== ABOUT THIS TASK ==
The output must match the entries below exactly, with pictures removed.

== PROVIDED MATERIAL ==
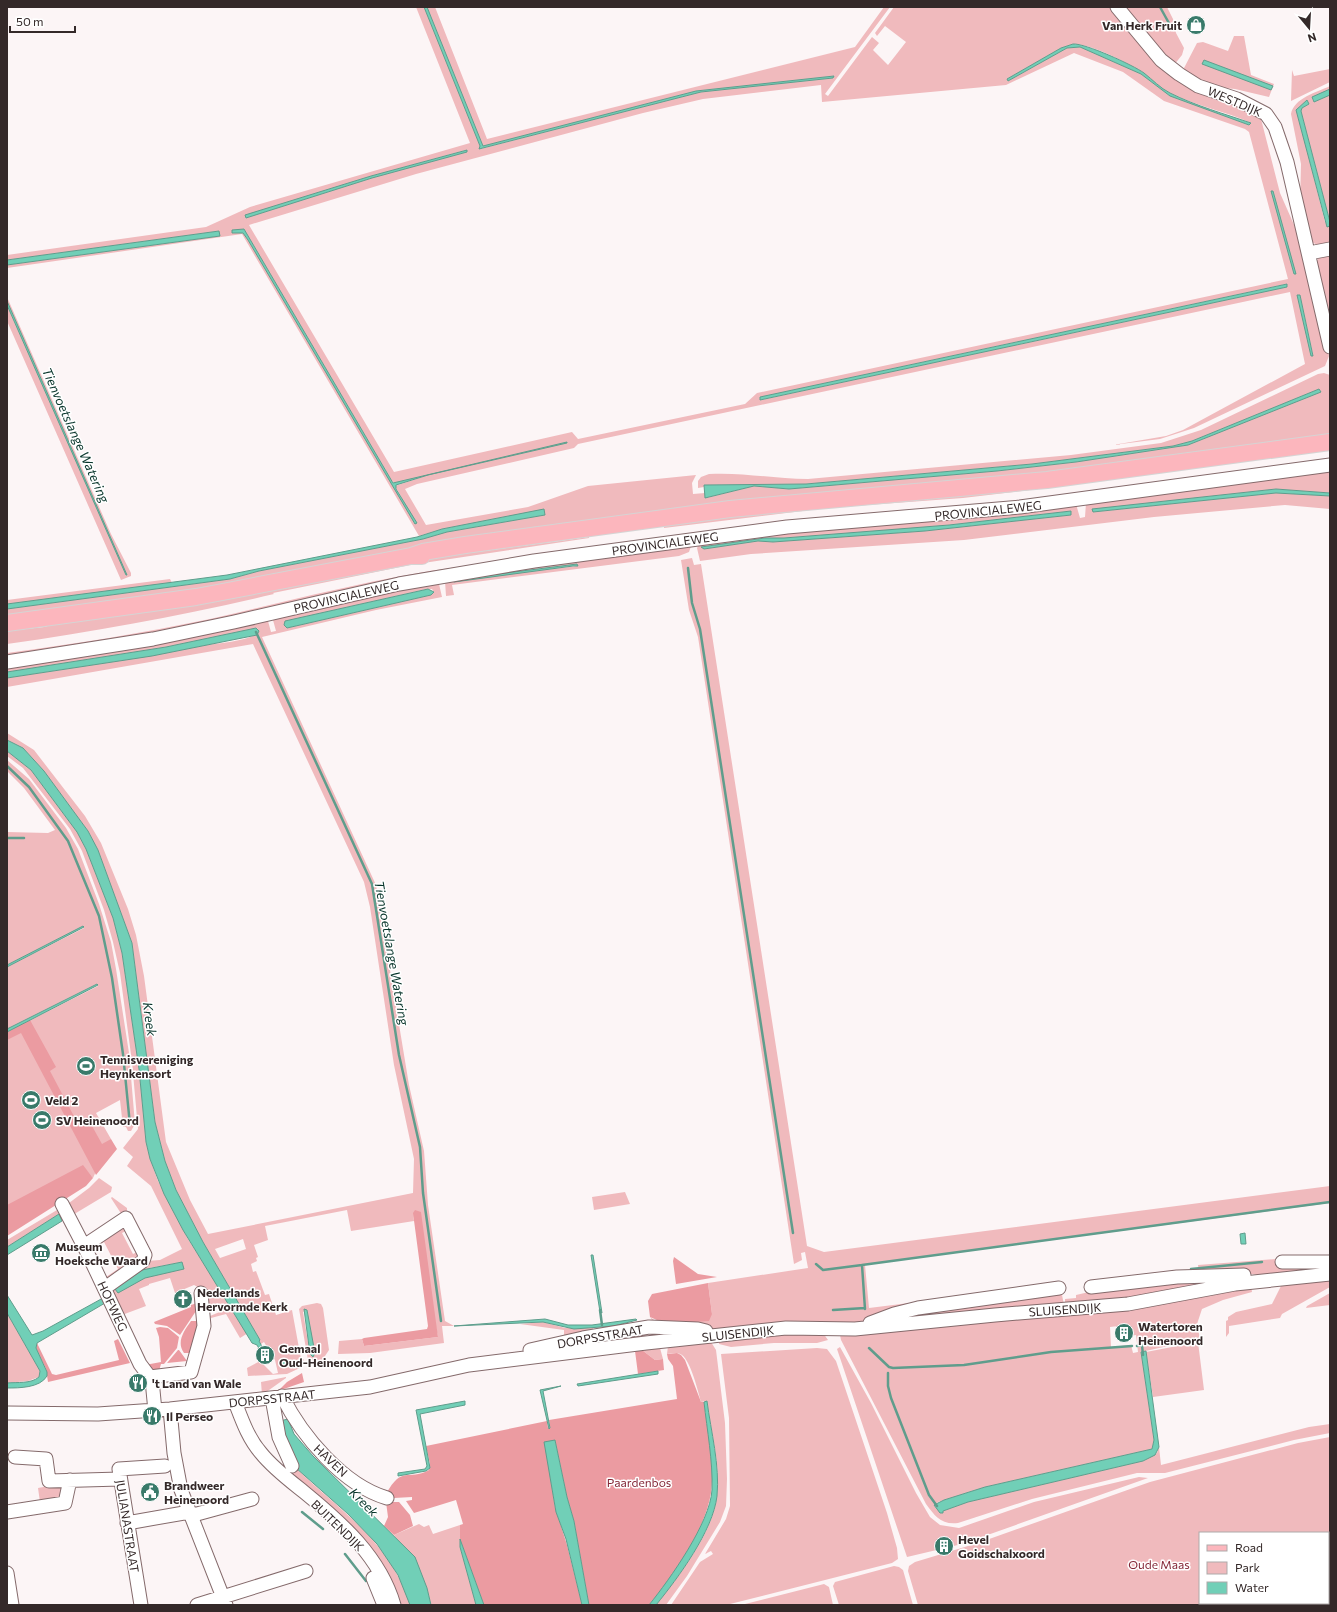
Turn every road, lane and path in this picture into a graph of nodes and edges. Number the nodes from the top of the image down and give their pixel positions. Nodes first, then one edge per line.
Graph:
1 (1116, 7) edge
2 (1330, 250) edge
3 (1309, 252) junction
4 (1330, 347) edge
5 (1330, 442) edge
6 (1330, 465) edge
7 (7, 623) edge
8 (7, 662) edge
9 (62, 1204) dead end
10 (84, 1246) junction
11 (1282, 1262) dead end
12 (1330, 1262) edge
13 (1330, 1274) edge
14 (1266, 1280) junction
15 (1091, 1287) dead end
16 (105, 1288) junction
17 (1059, 1288) dead end
18 (201, 1294) dead end
19 (861, 1328) junction
20 (715, 1335) junction
21 (663, 1341) joint
22 (486, 1363) junction
23 (150, 1377) junction
24 (281, 1401) junction
25 (235, 1402) junction
26 (170, 1409) junction
27 (154, 1411) junction
28 (7, 1413) edge
29 (15, 1457) dead end
30 (165, 1466) dead end
31 (287, 1471) junction
32 (120, 1479) junction
33 (70, 1480) junction
34 (387, 1498) dead end
35 (252, 1499) dead end
36 (7, 1512) edge
37 (190, 1514) junction
38 (127, 1523) junction
39 (306, 1571) dead end
40 (7, 1577) edge
41 (225, 1600) edge
42 (12, 1605) edge
43 (140, 1605) edge
44 (197, 1605) edge
45 (384, 1605) edge
46 (394, 1605) edge

1 - 3 street, WESTDIJK
2 - 3 street
3 - 4 street, WESTDIJK
5 - 7 main road, PROVINCIALEWEG
6 - 8 street, PROVINCIALEWEG
9 - 10 street, HOFWEG
10 - 16 street, HOFWEG
10 - 16 street
11 - 12 street
13 - 14 street, SLUISENDIJK
14 - 15 street, SLUISENDIJK
14 - 19 street, SLUISENDIJK
16 - 23 street, HOFWEG
17 - 19 street, SLUISENDIJK
18 - 23 street
19 - 20 street, SLUISENDIJK
20 - 21 street, SLUISENDIJK
20 - 22 street, DORPSSTRAAT
21 - 22 street, DORPSSTRAAT
22 - 24 street, DORPSSTRAAT
23 - 27 street, HOFWEG
24 - 25 street, DORPSSTRAAT
24 - 31 street
24 - 34 street, HAVEN
25 - 26 street, DORPSSTRAAT
25 - 31 street, BUITENDIJK
26 - 27 street, DORPSSTRAAT
26 - 37 street
27 - 28 street, DORPSSTRAAT
29 - 33 street
30 - 32 street, JULIANASTRAAT
31 - 45 street, BUITENDIJK
31 - 46 street, BUITENDIJK
32 - 33 street
32 - 38 street, JULIANASTRAAT
33 - 36 street
35 - 37 street
37 - 38 street
37 - 41 street
38 - 43 street, JULIANASTRAAT
39 - 41 street
40 - 42 street
41 - 44 street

== RESPONSE BOX ==
Turn every road, lane and path in this picture into a graph of nodes and edges. Number the nodes from the top of the image down and give their pixel positions. Nodes first, then one edge per line.
Graph:
1 (1116, 7) edge
2 (1330, 250) edge
3 (1309, 252) junction
4 (1330, 347) edge
5 (1330, 442) edge
6 (1330, 465) edge
7 (7, 623) edge
8 (7, 662) edge
9 (62, 1204) dead end
10 (84, 1246) junction
11 (1282, 1262) dead end
12 (1330, 1262) edge
13 (1330, 1274) edge
14 (1266, 1280) junction
15 (1091, 1287) dead end
16 (105, 1288) junction
17 (1059, 1288) dead end
18 (201, 1294) dead end
19 (861, 1328) junction
20 (715, 1335) junction
21 (663, 1341) joint
22 (486, 1363) junction
23 (150, 1377) junction
24 (281, 1401) junction
25 (235, 1402) junction
26 (170, 1409) junction
27 (154, 1411) junction
28 (7, 1413) edge
29 (15, 1457) dead end
30 (165, 1466) dead end
31 (287, 1471) junction
32 (120, 1479) junction
33 (70, 1480) junction
34 (387, 1498) dead end
35 (252, 1499) dead end
36 (7, 1512) edge
37 (190, 1514) junction
38 (127, 1523) junction
39 (306, 1571) dead end
40 (7, 1577) edge
41 (225, 1600) edge
42 (12, 1605) edge
43 (140, 1605) edge
44 (197, 1605) edge
45 (384, 1605) edge
46 (394, 1605) edge

1 - 3 street, WESTDIJK
2 - 3 street
3 - 4 street, WESTDIJK
5 - 7 main road, PROVINCIALEWEG
6 - 8 street, PROVINCIALEWEG
9 - 10 street, HOFWEG
10 - 16 street, HOFWEG
10 - 16 street
11 - 12 street
13 - 14 street, SLUISENDIJK
14 - 15 street, SLUISENDIJK
14 - 19 street, SLUISENDIJK
16 - 23 street, HOFWEG
17 - 19 street, SLUISENDIJK
18 - 23 street
19 - 20 street, SLUISENDIJK
20 - 21 street, SLUISENDIJK
20 - 22 street, DORPSSTRAAT
21 - 22 street, DORPSSTRAAT
22 - 24 street, DORPSSTRAAT
23 - 27 street, HOFWEG
24 - 25 street, DORPSSTRAAT
24 - 31 street
24 - 34 street, HAVEN
25 - 26 street, DORPSSTRAAT
25 - 31 street, BUITENDIJK
26 - 27 street, DORPSSTRAAT
26 - 37 street
27 - 28 street, DORPSSTRAAT
29 - 33 street
30 - 32 street, JULIANASTRAAT
31 - 45 street, BUITENDIJK
31 - 46 street, BUITENDIJK
32 - 33 street
32 - 38 street, JULIANASTRAAT
33 - 36 street
35 - 37 street
37 - 38 street
37 - 41 street
38 - 43 street, JULIANASTRAAT
39 - 41 street
40 - 42 street
41 - 44 street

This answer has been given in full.